Quickstart: Spark Connect#
Spark Connect introduced a decoupled client-server architecture for Spark that allows remote connectivity to Spark clusters using the DataFrame API.
This notebook walks through a simple step-by-step example of how to use Spark Connect to build any type of application that needs to leverage the power of Spark when working with data.
Spark Connect includes both client and server components and we will show you how to set up and use both.
Launch Spark server with Spark Connect#
To launch Spark with support for Spark Connect sessions, run the start-connect-server.sh
script.
[1]:
%%bash
source ~/.profile # Make sure environment variables are loaded.

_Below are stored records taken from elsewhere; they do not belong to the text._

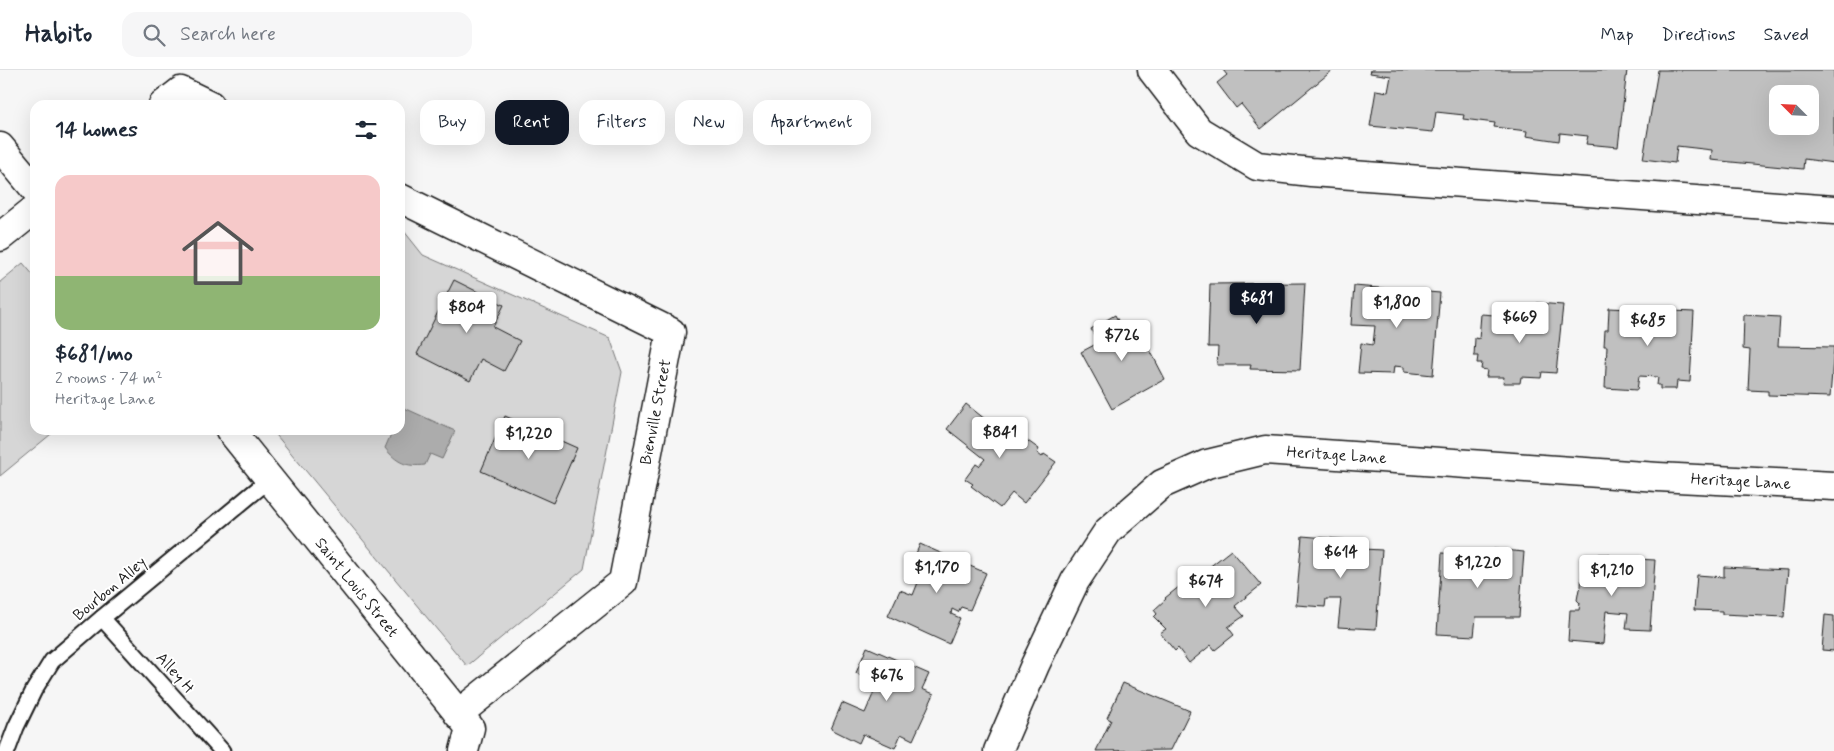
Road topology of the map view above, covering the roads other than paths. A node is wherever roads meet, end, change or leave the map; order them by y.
1 (1152, 70) edge
2 (169, 100) edge
3 (200, 100) edge
4 (0, 147) edge
5 (30, 183) edge
6 (405, 200) edge
7 (1834, 210) edge
8 (30, 212) edge
9 (0, 237) edge
10 (234, 435) edge
11 (270, 479) junction
12 (1834, 486) edge
13 (102, 618) junction
14 (458, 714) junction
15 (7, 751) edge
16 (222, 751) edge
17 (464, 751) edge
18 (998, 751) edge

1 - 7 street
2 - 3 street
4 - 5 street
6 - 14 street, Bienville Street
8 - 9 street
10 - 11 street, Saint Louis Street
11 - 13 lane, Bourbon Alley
11 - 14 street, Saint Louis Street
12 - 18 street, Heritage Lane
13 - 15 lane, Bourbon Alley
13 - 16 lane, Alley H
14 - 17 street, Saint Louis Street

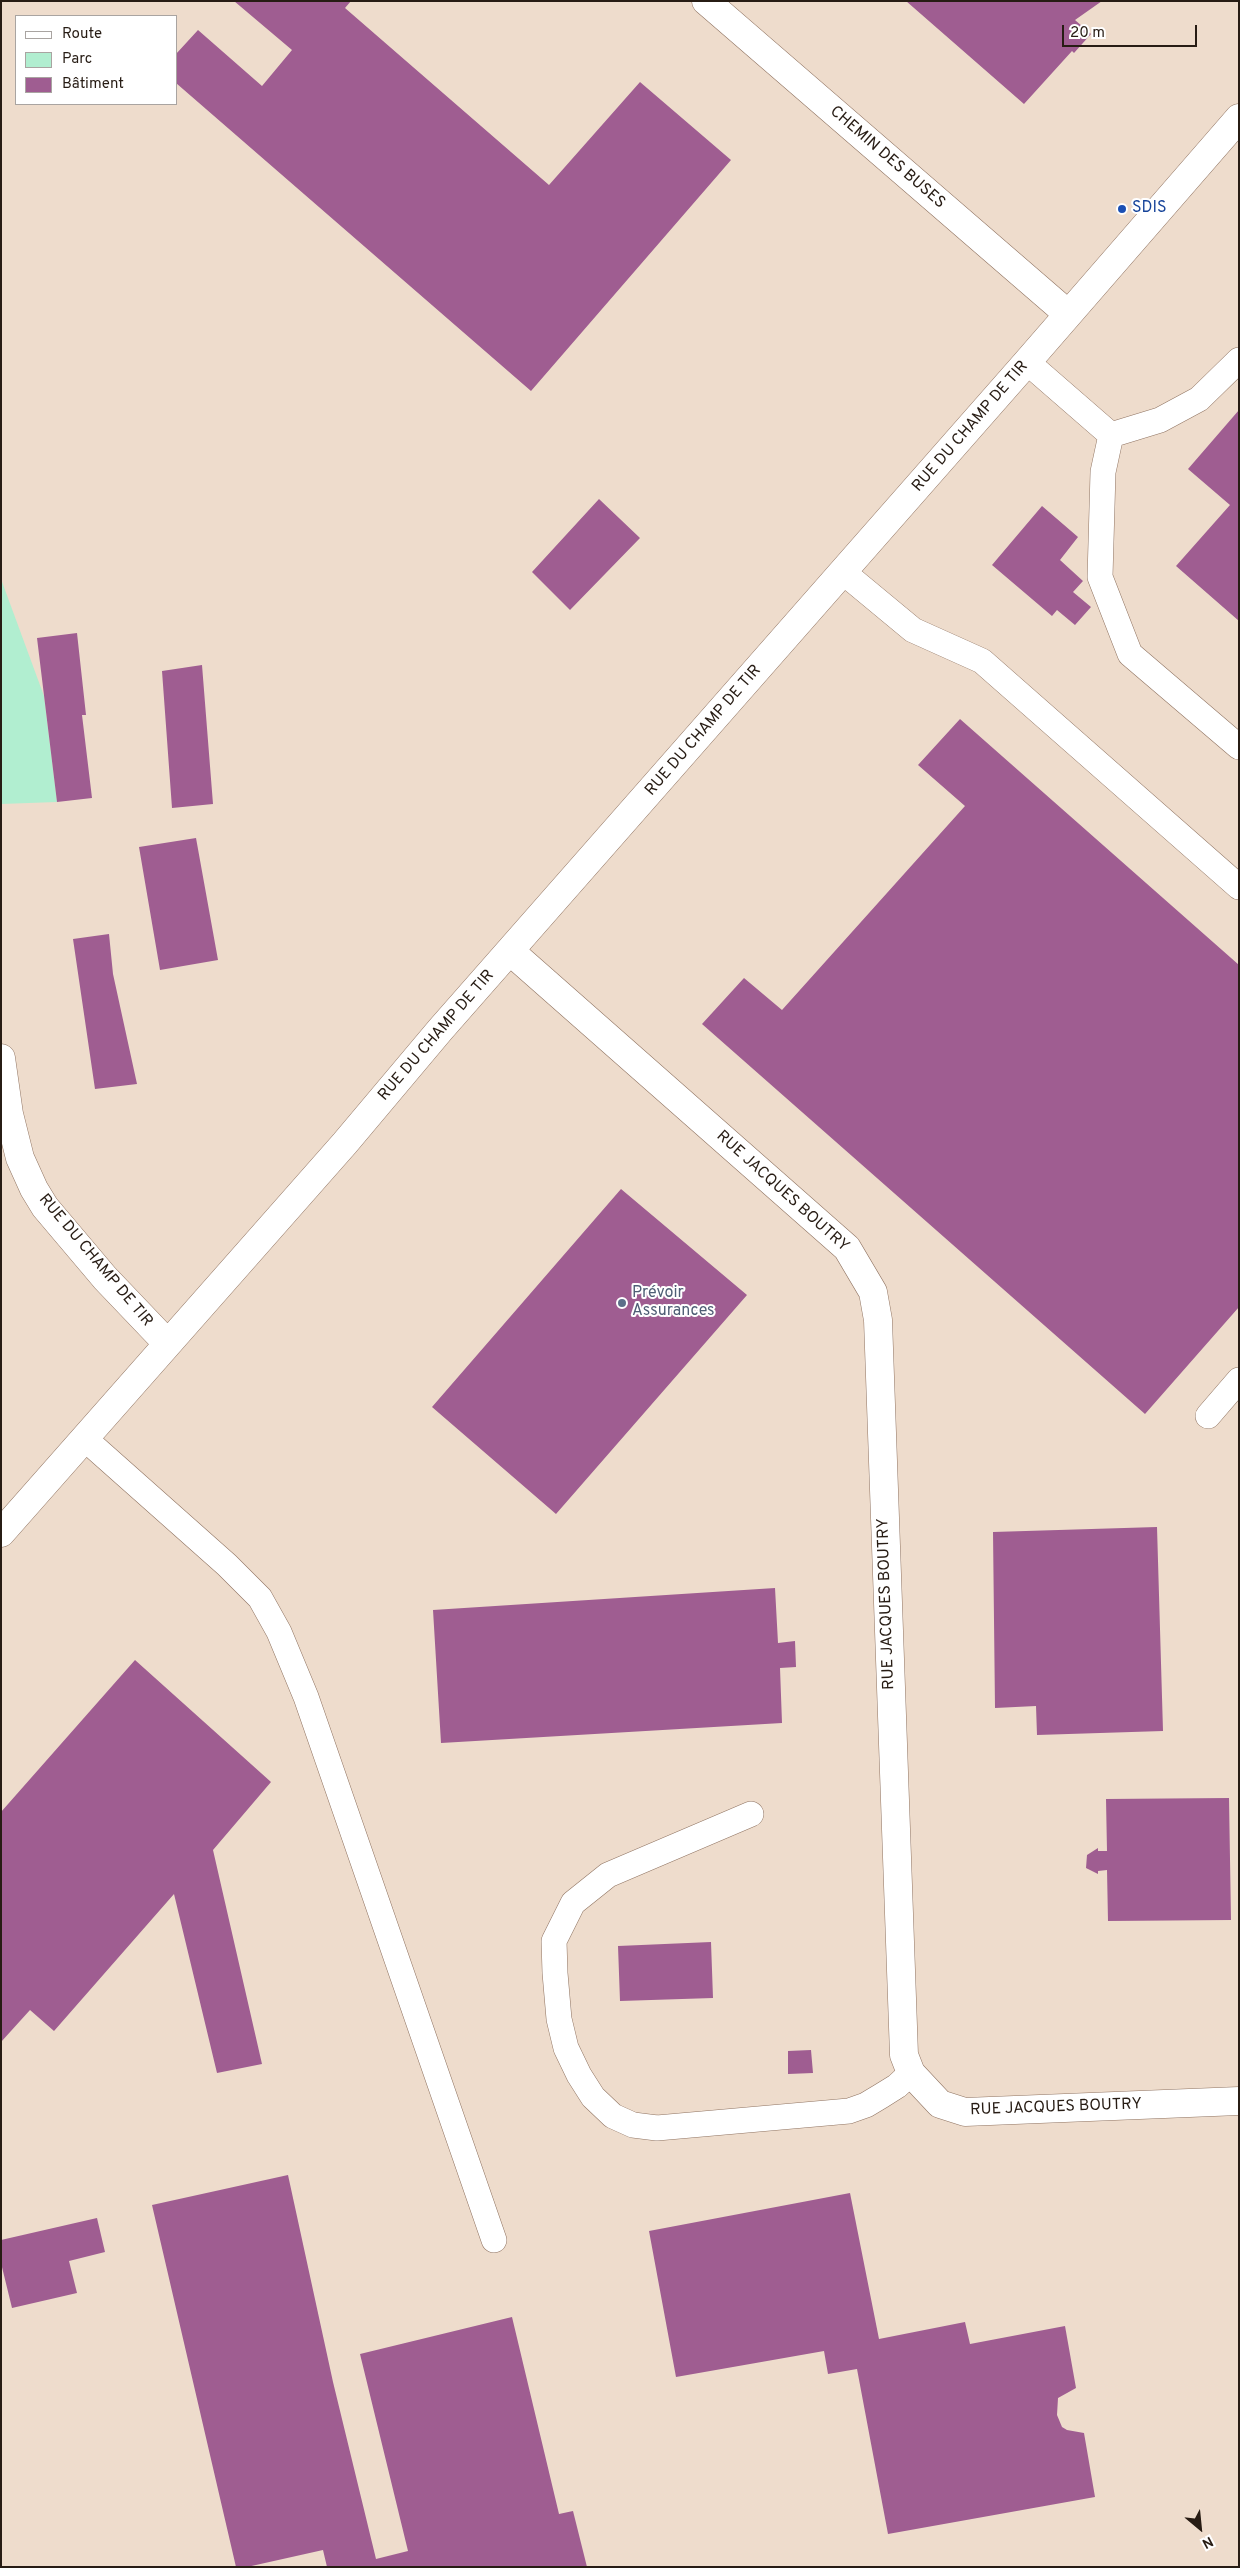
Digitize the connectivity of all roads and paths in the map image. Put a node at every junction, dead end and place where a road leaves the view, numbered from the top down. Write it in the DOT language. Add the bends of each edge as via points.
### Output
graph roads {
  1 [pos="706,1"];
  2 [pos="1239,118"];
  3 [pos="1068,314"];
  4 [pos="1239,360"];
  5 [pos="1027,362"];
  6 [pos="1112,435"];
  7 [pos="843,572"];
  8 [pos="1239,747"];
  9 [pos="1239,887"];
  10 [pos="510,951"];
  11 [pos="1,1058"];
  12 [pos="2,1064"];
  13 [pos="167,1343"];
  14 [pos="1239,1380"];
  15 [pos="1208,1416"];
  16 [pos="84,1438"];
  17 [pos="1,1533"];
  18 [pos="751,1814"];
  19 [pos="911,2073"];
  20 [pos="1239,2101"];
  21 [pos="494,2240"];
  1 -- 3 [label="street, CHEMIN DES BUSES"];
  2 -- 3 [label="street, RUE DU CHAMP DE TIR"];
  3 -- 5 [label="street, RUE DU CHAMP DE TIR"];
  4 -- 6 [label="lane" via="1199,399 1160,420"];
  5 -- 6 [label="lane"];
  5 -- 7 [label="street, RUE DU CHAMP DE TIR"];
  6 -- 8 [label="lane" via="1103,472 1100,578 1130,654"];
  7 -- 9 [label="lane" via="913,630 982,661"];
  7 -- 10 [label="street, RUE DU CHAMP DE TIR"];
  10 -- 13 [label="street, RUE DU CHAMP DE TIR" via="345,1144"];
  10 -- 19 [label="street, RUE JACQUES BOUTRY" via="847,1248 872,1292 878,1320 904,2055"];
  11 -- 12 [label="street, RUE DU CHAMP DE TIR"];
  12 -- 13 [label="street, RUE DU CHAMP DE TIR" via="9,1114 20,1158 34,1189 105,1278"];
  13 -- 16 [label="street, RUE DU CHAMP DE TIR"];
  14 -- 15 [label="lane"];
  16 -- 17 [label="street, RUE DU CHAMP DE TIR"];
  16 -- 21 [label="lane" via="227,1565 260,1598 279,1632 306,1697"];
  18 -- 19 [label="lane" via="608,1875 573,1903 554,1940 562,2034 578,2075 613,2116 633,2125 657,2128 849,2111 881,2096"];
  19 -- 20 [label="street, RUE JACQUES BOUTRY" via="940,2104 965,2112"];
}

$HOME/sbin/start-connect-server.sh
Connect to Spark Connect server#
Now that the Spark server is running, we can connect to it remotely using Spark Connect. We do this by creating a remote Spark session on the client where our application runs. Before we can do that, we need to make sure to stop the existing regular Spark session because it cannot coexist with the remote Spark Connect session we are about to create.
[2]:
from pyspark.sql import SparkSession
SparkSession.builder.master("local[*]").getOrCreate().stop()
The command we used above to launch the server configured Spark to run as localhost:15002
. So now we can create a remote Spark session on the client using the following command.
[3]:
spark = SparkSession.builder.remote("sc://localhost:15002").getOrCreate()
Create DataFrame#
Once the remote Spark session is created successfully, it can be used the same way as a regular Spark session. Therefore, you can create a DataFrame with the following command.
[4]:
from datetime import datetime, date
from pyspark.sql import Row
df = spark.createDataFrame([
Row(a=1, b=2., c='string1', d=date(2000, 1, 1), e=datetime(2000, 1, 1, 12, 0)),
Row(a=2, b=3., c='string2', d=date(2000, 2, 1), e=datetime(2000, 1, 2, 12, 0)),
Row(a=4, b=5., c='string3', d=date(2000, 3, 1), e=datetime(2000, 1, 3, 12, 0))
])
df.show()
+---+---+-------+----------+-------------------+
| a| b| c| d| e|
+---+---+-------+----------+-------------------+
| 1|2.0|string1|2000-01-01|2000-01-01 12:00:00|
| 2|3.0|string2|2000-02-01|2000-01-02 12:00:00|
| 4|5.0|string3|2000-03-01|2000-01-03 12:00:00|
+---+---+-------+----------+-------------------+
See ‘Live Notebook: DataFrame’ at the quickstart page for more detail usage of DataFrame API.